Essas decisões reafirmam que, ao menos nos tribunais estaduais, a leitura gramatical do dispositivo ainda encontra espaço, especialmente quando os fundamentos do agravo se limitam à reiteração de argumentos já superados, mesmo sem prova explícita de má-fé.

Resta clara que o cenário jurisprudencial demonstra a importância de que o operador do direito deve conhecer não só o texto da lei, mas também a linha interpretativa do tribunal específico onde atual, sob pena de sujeitar o cliente a riscos pecuniários.

Cumulação de multa e litigância

Outro ponto relevante é a possível cumulação da multa prevista no §4º com as sanções por litigância de má-fé do artigo 80, incisos IV e VI, do CPC, hipótese que ocorre quando o tribunal, além de rejeitar o agravo, reconhece que o recurso foi manejado com nítido desvio de finalidade.

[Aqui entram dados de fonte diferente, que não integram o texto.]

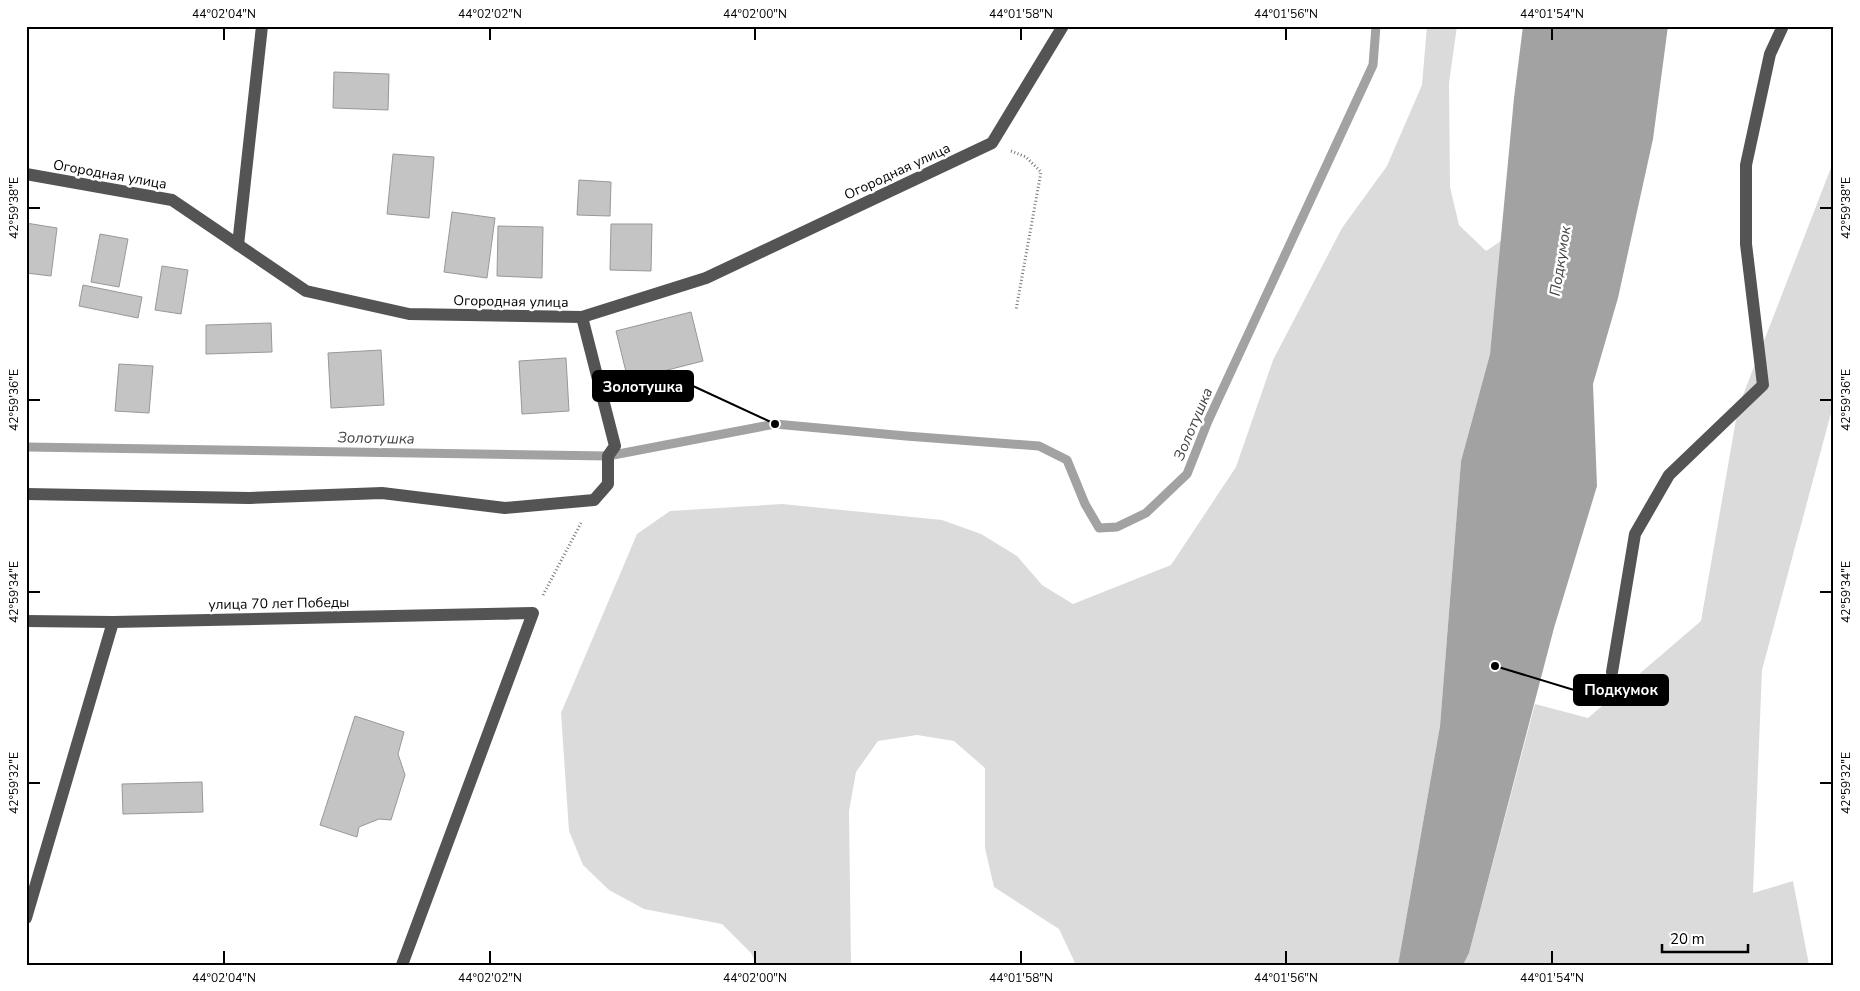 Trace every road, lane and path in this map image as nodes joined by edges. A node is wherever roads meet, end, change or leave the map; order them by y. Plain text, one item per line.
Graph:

Nesse aspecto, transcreve-se o teor do artigo 80, IV, VI e VII, do Código de Processo Civil em que se reconhece a possibilidade de aplicação de multa em vista da provocação de incidente manifestamente infundado, bem como resistência injustificada ao andamento do processo. Vejamos:

Art. 80. Considera-se litigante de má-fé aquele que:

(…)

IV – opuser resistência injustificada ao andamento do processo;

(…)

VI – provocar incidente manifestamente infundado;

VII – interpuser recurso com intuito manifestamente protelatório.

Essa situação é especialmente comum quando a parte:

  • já havia interposto Embargos de Declaração com caráter protelatório, e
  • insiste no Agravo Interno com os mesmos fundamentos já refutados.

A jurisprudência já admite a cumulação das multas, inclusive reconhecendo naturezas jurídicas distintas: uma de caráter administrativo-punitivo (artigo 1.021, §4º) e outra de caráter reparatório (artigo 81).

Vejamos, senão, jurisprudência dos tribunais pátrios que reconhece a possibilidade de cumulação de multa pela interposição de recurso protelatório c/c com multa por má-fé processual:

TRT-21 – Sentença, proc. 0000733-77.2024.5.21.0013
“Aplico à parte embargante multa de 2% sobre o valor da causa (art. 1.026, §2º, CPC) e multa de 5% por má-fé processual (art. 81, CPC), cumulativamente.”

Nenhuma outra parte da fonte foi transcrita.